╭──

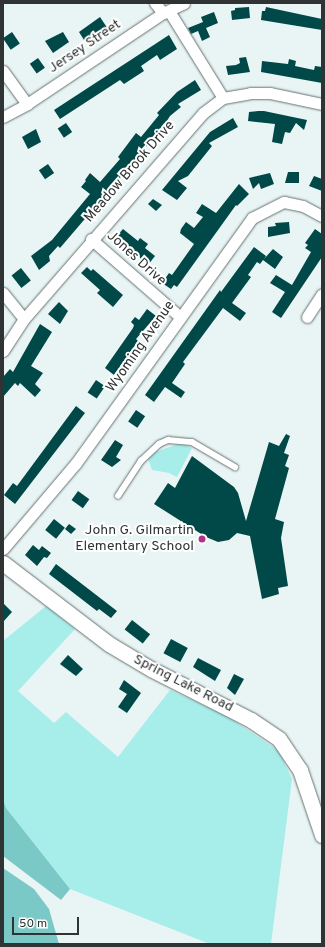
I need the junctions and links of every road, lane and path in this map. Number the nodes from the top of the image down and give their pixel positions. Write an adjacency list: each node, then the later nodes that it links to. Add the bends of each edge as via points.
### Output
1 (155, 3): 3 (street)
2 (184, 3): 3 (street, Jersey Street)
3 (166, 12): 5 (street); 6 (street, Jersey Street)
4 (3, 71): 6 (street)
5 (223, 98): 7 (street, Meadow Brook Drive, via 250,93 270,93); 10 (street, Meadow Brook Drive, via 203,113)
6 (27, 104): 8 (street, Jersey Street)
7 (322, 104)
8 (3, 117)
9 (322, 216): 13 (street, Wyoming Avenue, via 303,206 284,202 252,218)
10 (91, 239): 13 (street, Jones Drive); 15 (street, Meadow Brook Drive)
11 (3, 293): 15 (street)
12 (322, 294): 14 (street)
13 (180, 317): 19 (street, Wyoming Avenue, via 76,463)
14 (307, 317)
15 (24, 319): 16 (street, Meadow Brook Drive)
16 (3, 351)
17 (235, 468): 18 (lane, via 192,442 168,440 159,444 141,461)
18 (118, 496)
19 (3, 549)
20 (3, 564): 21 (main road, Spring Lake Road, via 109,644 151,669 251,720 279,739 300,770)
21 (322, 835)

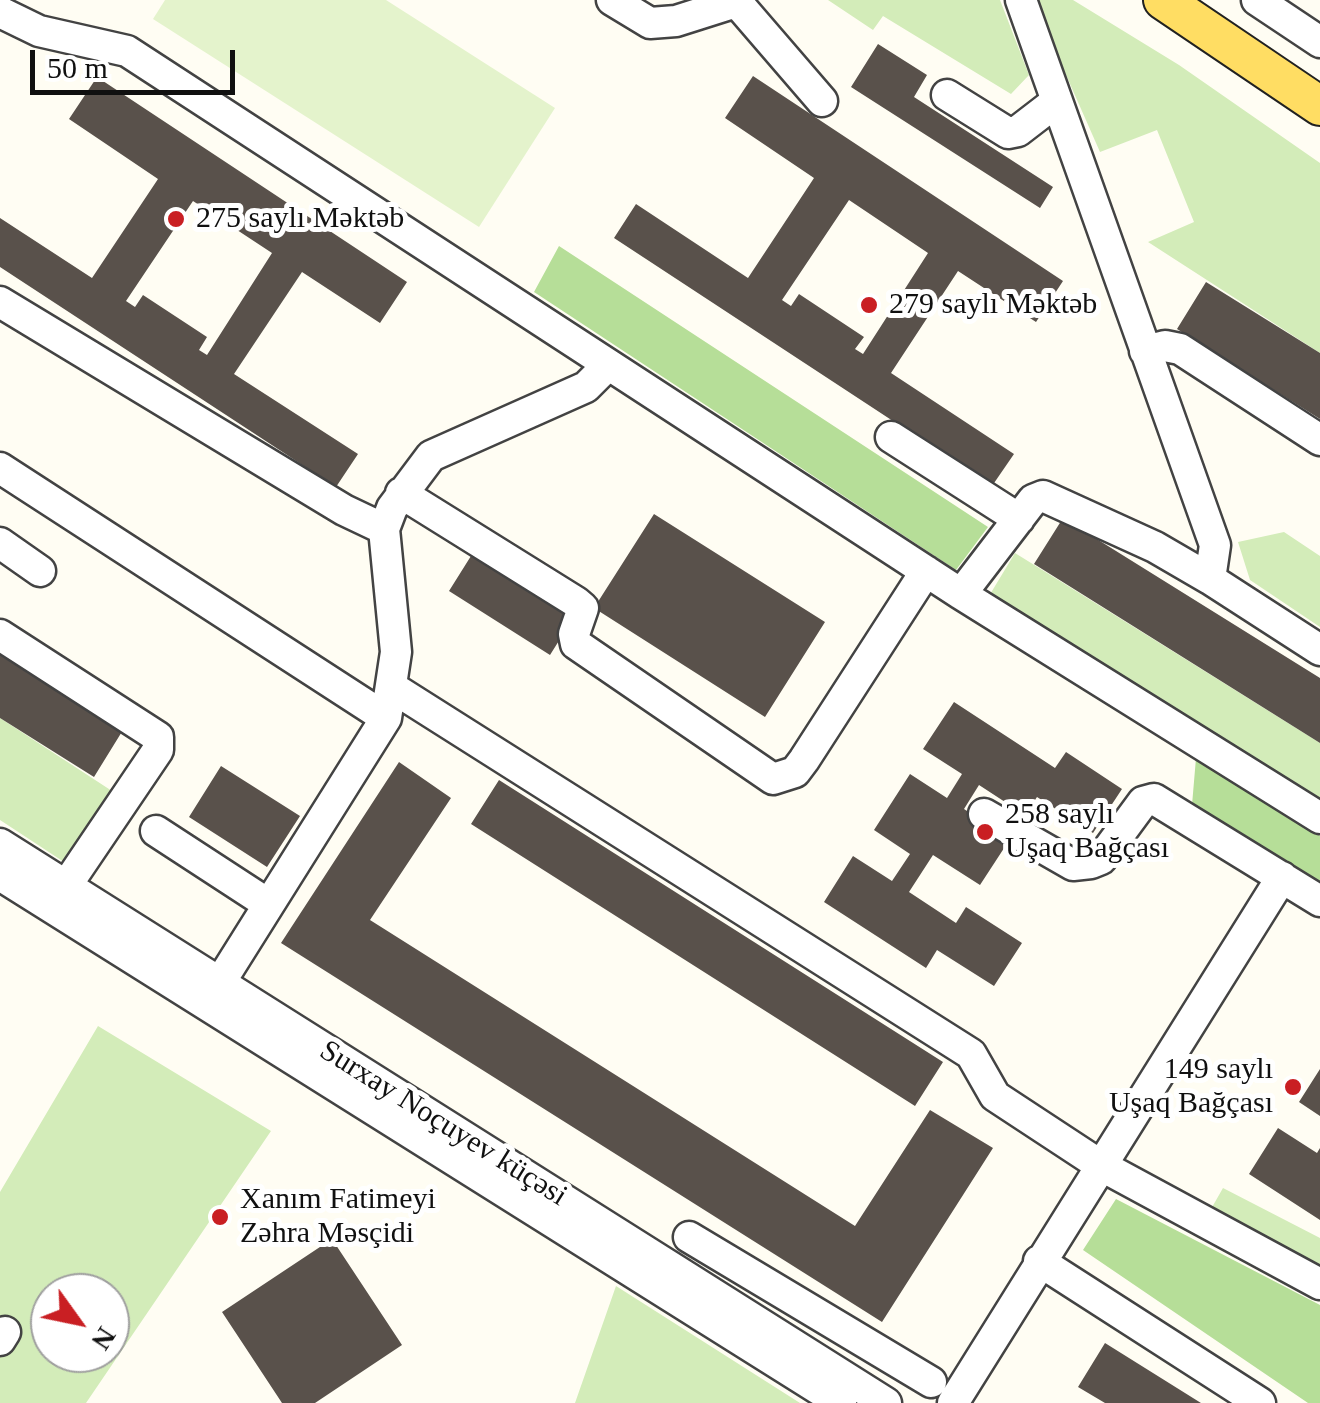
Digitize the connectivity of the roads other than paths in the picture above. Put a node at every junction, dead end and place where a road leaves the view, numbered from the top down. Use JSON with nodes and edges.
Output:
{"nodes":[{"id":1,"x":612,"y":0,"type":"edge"},
{"id":2,"x":1022,"y":0,"type":"edge"},
{"id":3,"x":1163,"y":0,"type":"edge"},
{"id":4,"x":1258,"y":0,"type":"edge"},
{"id":5,"x":735,"y":1,"type":"edge"},
{"id":6,"x":2,"y":16,"type":"edge"},
{"id":7,"x":1320,"y":42,"type":"edge"},
{"id":8,"x":946,"y":95,"type":"dead end"},
{"id":9,"x":822,"y":101,"type":"dead end"},
{"id":10,"x":1057,"y":101,"type":"junction"},
{"id":11,"x":1320,"y":106,"type":"edge"},
{"id":12,"x":0,"y":302,"type":"edge"},
{"id":13,"x":1146,"y":351,"type":"junction"},
{"id":14,"x":608,"y":365,"type":"junction"},
{"id":15,"x":891,"y":437,"type":"dead end"},
{"id":16,"x":1320,"y":440,"type":"edge"},
{"id":17,"x":0,"y":468,"type":"edge"},
{"id":18,"x":402,"y":493,"type":"junction"},
{"id":19,"x":1019,"y":519,"type":"junction"},
{"id":20,"x":384,"y":529,"type":"junction"},
{"id":21,"x":0,"y":543,"type":"edge"},
{"id":22,"x":40,"y":570,"type":"dead end"},
{"id":23,"x":926,"y":571,"type":"junction"},
{"id":24,"x":1210,"y":579,"type":"junction"},
{"id":25,"x":961,"y":594,"type":"junction"},
{"id":26,"x":0,"y":634,"type":"edge"},
{"id":27,"x":1320,"y":650,"type":"edge"},
{"id":28,"x":393,"y":688,"type":"junction"},
{"id":29,"x":386,"y":718,"type":"junction"},
{"id":30,"x":984,"y":814,"type":"dead end"},
{"id":31,"x":1320,"y":818,"type":"edge"},
{"id":32,"x":156,"y":832,"type":"dead end"},
{"id":33,"x":0,"y":844,"type":"edge"},
{"id":34,"x":0,"y":875,"type":"edge"},
{"id":35,"x":1282,"y":878,"type":"junction"},
{"id":36,"x":66,"y":886,"type":"junction"},
{"id":37,"x":1320,"y":901,"type":"edge"},
{"id":38,"x":268,"y":904,"type":"junction"},
{"id":39,"x":218,"y":984,"type":"junction"},
{"id":40,"x":1100,"y":1164,"type":"junction"},
{"id":41,"x":689,"y":1237,"type":"dead end"},
{"id":42,"x":1040,"y":1262,"type":"junction"},
{"id":43,"x":1320,"y":1284,"type":"edge"},
{"id":44,"x":825,"y":1318,"type":"junction"},
{"id":45,"x":807,"y":1352,"type":"junction"},
{"id":46,"x":942,"y":1392,"type":"edge"},
{"id":47,"x":841,"y":1403,"type":"edge"},
{"id":48,"x":886,"y":1403,"type":"edge"},
{"id":49,"x":1260,"y":1403,"type":"edge"}],
"edges":[{"from":1,"to":5,"type":"street"},
{"from":2,"to":10,"type":"street"},
{"from":3,"to":11,"type":"main road"},
{"from":4,"to":7,"type":"street"},
{"from":5,"to":9,"type":"street"},
{"from":6,"to":14,"type":"street"},
{"from":8,"to":10,"type":"street"},
{"from":10,"to":13,"type":"street"},
{"from":12,"to":20,"type":"street"},
{"from":13,"to":16,"type":"street"},
{"from":13,"to":24,"type":"street"},
{"from":14,"to":18,"type":"street"},
{"from":14,"to":23,"type":"street"},
{"from":15,"to":19,"type":"street"},
{"from":17,"to":29,"type":"street"},
{"from":18,"to":20,"type":"street"},
{"from":18,"to":23,"type":"street"},
{"from":19,"to":24,"type":"street"},
{"from":19,"to":25,"type":"street"},
{"from":20,"to":28,"type":"street"},
{"from":21,"to":22,"type":"street"},
{"from":23,"to":25,"type":"street"},
{"from":24,"to":27,"type":"street"},
{"from":25,"to":31,"type":"street"},
{"from":26,"to":36,"type":"street"},
{"from":28,"to":29,"type":"street"},
{"from":28,"to":40,"type":"street"},
{"from":29,"to":38,"type":"street"},
{"from":30,"to":35,"type":"street"},
{"from":32,"to":38,"type":"street"},
{"from":33,"to":36,"type":"street","name":"Surxay Noçuyev küçəsi"},
{"from":34,"to":47,"type":"street","name":"Surxay Noçuyev küçəsi"},
{"from":35,"to":37,"type":"street"},
{"from":35,"to":40,"type":"street"},
{"from":36,"to":39,"type":"street","name":"Surxay Noçuyev küçəsi"},
{"from":38,"to":39,"type":"street"},
{"from":39,"to":45,"type":"street","name":"Surxay Noçuyev küçəsi"},
{"from":40,"to":42,"type":"street"},
{"from":40,"to":43,"type":"street"},
{"from":41,"to":44,"type":"street"},
{"from":42,"to":46,"type":"street"},
{"from":42,"to":49,"type":"street"},
{"from":44,"to":45,"type":"street"},
{"from":44,"to":46,"type":"street"},
{"from":45,"to":48,"type":"street","name":"Surxay Noçuyev küçəsi"}]}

╰──

### Exercise instructions:
Find "Brook" in the preceding records. Copy each line that holds it.

### Written answer:
5 (223, 98): 7 (street, Meadow Brook Drive, via 250,93 270,93); 10 (street, Meadow Brook Drive, via 203,113)
10 (91, 239): 13 (street, Jones Drive); 15 (street, Meadow Brook Drive)
15 (24, 319): 16 (street, Meadow Brook Drive)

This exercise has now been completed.